Material for the task ::
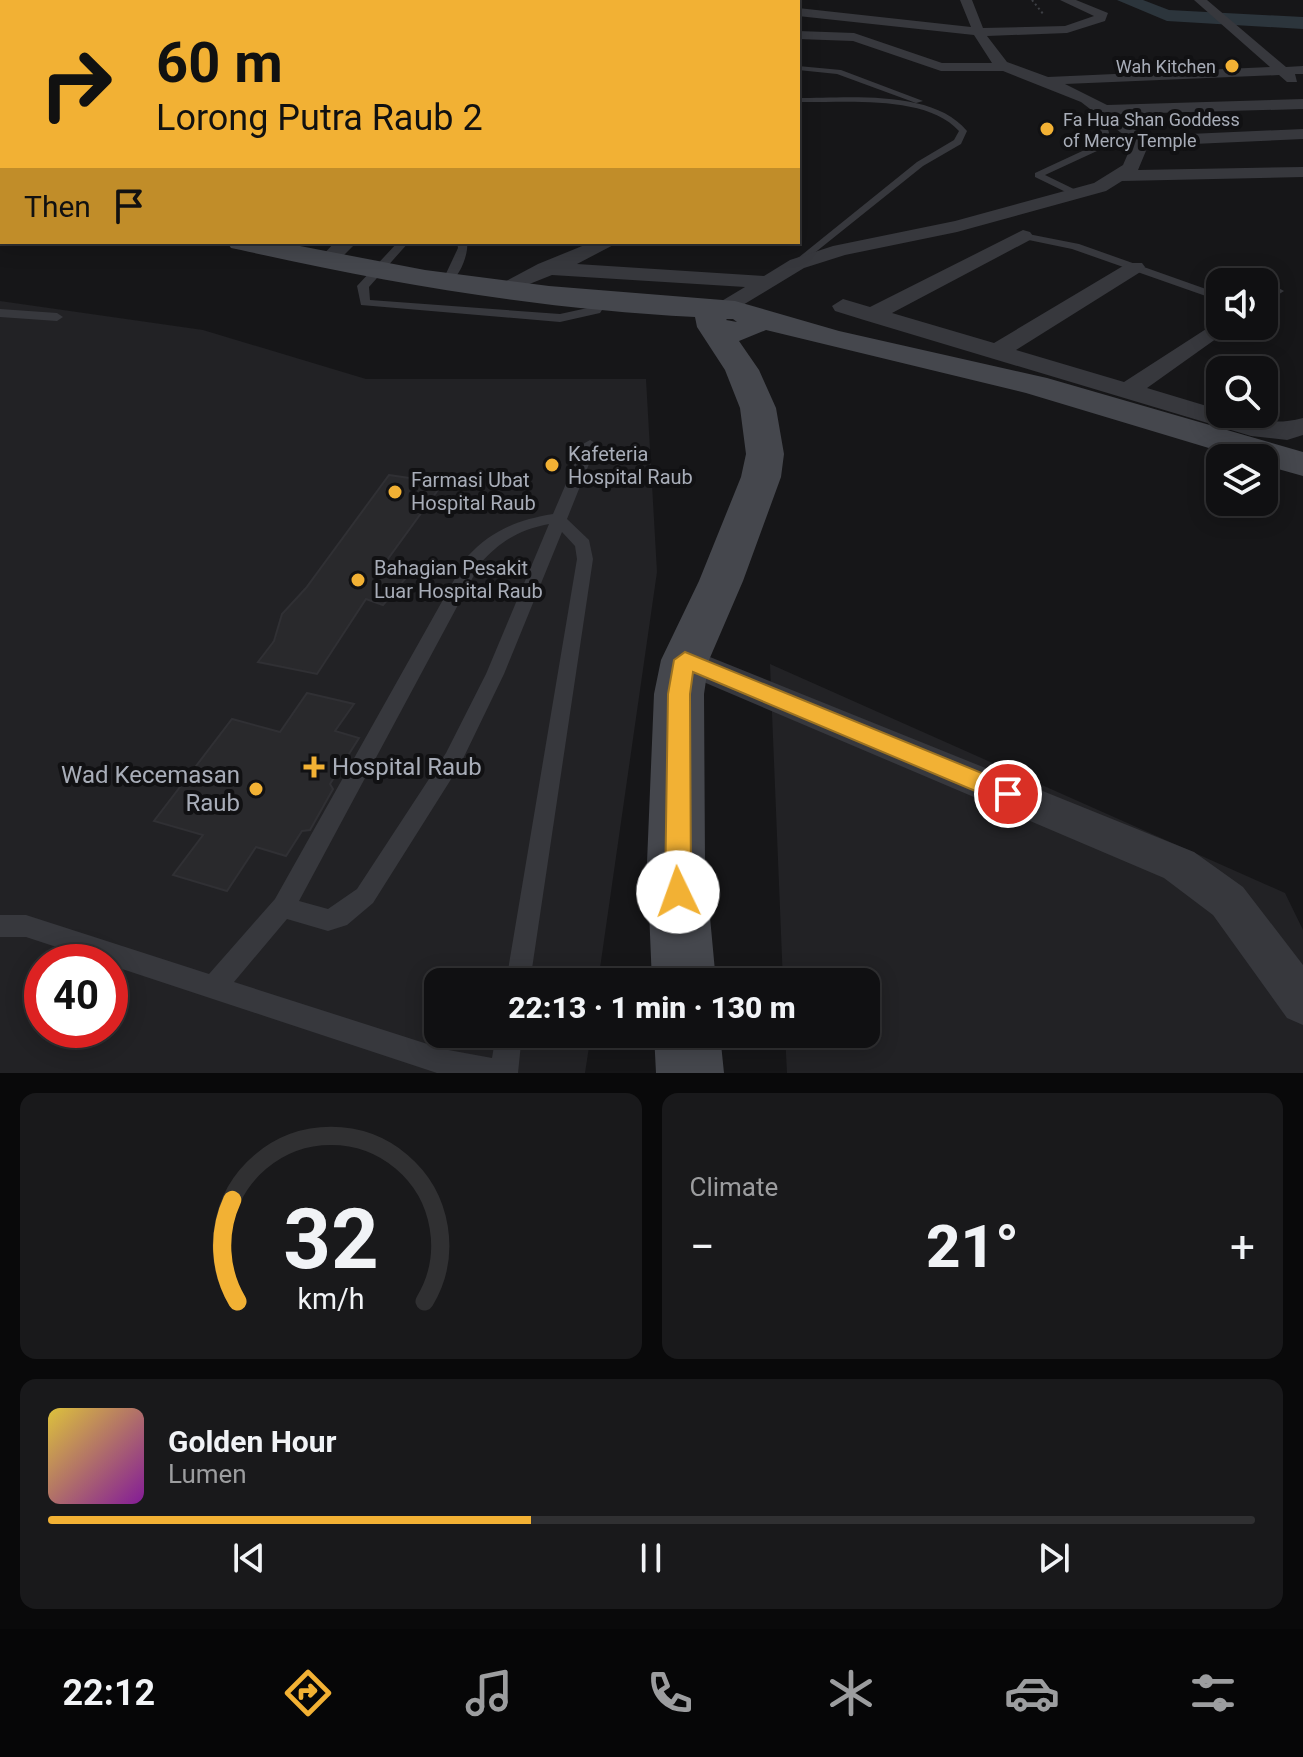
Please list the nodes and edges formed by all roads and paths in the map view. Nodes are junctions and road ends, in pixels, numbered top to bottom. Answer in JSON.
{"nodes":[{"id":1,"x":966,"y":0,"type":"edge"},
{"id":2,"x":1066,"y":0,"type":"edge"},
{"id":3,"x":1200,"y":0,"type":"edge"},
{"id":4,"x":800,"y":12,"type":"edge"},
{"id":5,"x":977,"y":30,"type":"junction"},
{"id":6,"x":800,"y":35,"type":"edge"},
{"id":7,"x":1005,"y":67,"type":"junction"},
{"id":8,"x":800,"y":68,"type":"edge"},
{"id":9,"x":1303,"y":70,"type":"edge"},
{"id":10,"x":1284,"y":72,"type":"junction"},
{"id":11,"x":1044,"y":81,"type":"junction"},
{"id":12,"x":1303,"y":89,"type":"edge"},
{"id":13,"x":800,"y":100,"type":"edge"},
{"id":14,"x":1303,"y":104,"type":"edge"},
{"id":15,"x":932,"y":108,"type":"junction"},
{"id":16,"x":1105,"y":116,"type":"junction"},
{"id":17,"x":1303,"y":134,"type":"edge"},
{"id":18,"x":1141,"y":141,"type":"junction"},
{"id":19,"x":1303,"y":172,"type":"edge"},
{"id":20,"x":1123,"y":176,"type":"junction"},
{"id":21,"x":1077,"y":194,"type":"junction"},
{"id":22,"x":1023,"y":236,"type":"joint"},
{"id":23,"x":265,"y":244,"type":"edge"},
{"id":24,"x":402,"y":244,"type":"edge"},
{"id":25,"x":462,"y":244,"type":"edge"},
{"id":26,"x":604,"y":244,"type":"edge"},
{"id":27,"x":338,"y":250,"type":"edge"},
{"id":28,"x":797,"y":264,"type":"junction"},
{"id":29,"x":1135,"y":267,"type":"junction"},
{"id":30,"x":376,"y":268,"type":"junction"},
{"id":31,"x":545,"y":268,"type":"junction"},
{"id":32,"x":449,"y":280,"type":"junction"},
{"id":33,"x":764,"y":282,"type":"junction"},
{"id":34,"x":502,"y":289,"type":"junction"},
{"id":35,"x":1206,"y":293,"type":"edge"},
{"id":36,"x":602,"y":301,"type":"junction"},
{"id":37,"x":843,"y":306,"type":"dead end"},
{"id":38,"x":0,"y":313,"type":"edge"},
{"id":39,"x":872,"y":315,"type":"junction"},
{"id":40,"x":57,"y":317,"type":"dead end"},
{"id":41,"x":734,"y":326,"type":"junction"},
{"id":42,"x":1206,"y":337,"type":"edge"},
{"id":43,"x":996,"y":352,"type":"junction"},
{"id":44,"x":1042,"y":376,"type":"junction"},
{"id":45,"x":1128,"y":390,"type":"junction"},
{"id":46,"x":1303,"y":426,"type":"edge"},
{"id":47,"x":590,"y":444,"type":"dead end"},
{"id":48,"x":1303,"y":464,"type":"edge"},
{"id":49,"x":557,"y":518,"type":"junction"},
{"id":50,"x":685,"y":660,"type":"junction"},
{"id":51,"x":283,"y":907,"type":"junction"},
{"id":52,"x":0,"y":926,"type":"edge"},
{"id":53,"x":520,"y":968,"type":"edge"},
{"id":54,"x":683,"y":968,"type":"edge"},
{"id":55,"x":213,"y":988,"type":"junction"},
{"id":56,"x":1303,"y":1002,"type":"edge"},
{"id":57,"x":507,"y":1048,"type":"edge"},
{"id":58,"x":688,"y":1048,"type":"edge"},
{"id":59,"x":440,"y":1068,"type":"edge"},
{"id":60,"x":504,"y":1073,"type":"edge"},
{"id":61,"x":690,"y":1073,"type":"edge"}],
"edges":[{"from":1,"to":5,"type":"street"},
{"from":2,"to":5,"type":"street"},
{"from":3,"to":10,"type":"street"},
{"from":4,"to":5,"type":"street"},
{"from":5,"to":7,"type":"street"},
{"from":6,"to":7,"type":"street"},
{"from":7,"to":11,"type":"street"},
{"from":8,"to":15,"type":"lane"},
{"from":9,"to":10,"type":"street"},
{"from":10,"to":11,"type":"street"},
{"from":10,"to":12,"type":"street"},
{"from":11,"to":16,"type":"street"},
{"from":13,"to":15,"type":"lane"},
{"from":14,"to":16,"type":"street"},
{"from":15,"to":28,"type":"lane"},
{"from":16,"to":18,"type":"street"},
{"from":16,"to":21,"type":"lane"},
{"from":17,"to":18,"type":"street"},
{"from":18,"to":20,"type":"street"},
{"from":19,"to":20,"type":"street"},
{"from":20,"to":21,"type":"street"},
{"from":21,"to":28,"type":"street"},
{"from":22,"to":29,"type":"lane"},
{"from":22,"to":39,"type":"street"},
{"from":23,"to":27,"type":"street"},
{"from":24,"to":30,"type":"lane"},
{"from":25,"to":32,"type":"lane"},
{"from":26,"to":31,"type":"street"},
{"from":27,"to":30,"type":"street"},
{"from":28,"to":33,"type":"street"},
{"from":29,"to":35,"type":"lane"},
{"from":29,"to":43,"type":"street"},
{"from":30,"to":32,"type":"street"},
{"from":30,"to":36,"type":"lane"},
{"from":31,"to":33,"type":"street"},
{"from":31,"to":34,"type":"street"},
{"from":32,"to":34,"type":"street"},
{"from":33,"to":41,"type":"street"},
{"from":34,"to":36,"type":"street"},
{"from":36,"to":41,"type":"street"},
{"from":37,"to":39,"type":"street"},
{"from":38,"to":40,"type":"lane"},
{"from":39,"to":43,"type":"street"},
{"from":41,"to":44,"type":"street"},
{"from":41,"to":50,"type":"street"},
{"from":42,"to":45,"type":"street"},
{"from":43,"to":44,"type":"street"},
{"from":44,"to":45,"type":"street"},
{"from":44,"to":48,"type":"street"},
{"from":45,"to":46,"type":"street"},
{"from":47,"to":49,"type":"lane"},
{"from":49,"to":51,"type":"lane"},
{"from":49,"to":51,"type":"lane"},
{"from":49,"to":53,"type":"lane"},
{"from":50,"to":54,"type":"street"},
{"from":50,"to":56,"type":"street"},
{"from":51,"to":55,"type":"lane"},
{"from":52,"to":55,"type":"lane"},
{"from":55,"to":59,"type":"lane"},
{"from":57,"to":60,"type":"lane"},
{"from":58,"to":61,"type":"street"},
{"from":59,"to":60,"type":"lane"}]}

Task prompt :: In how many lines of the records does the word "edges" appear? Reply with the number only.

Finished exercise :: 2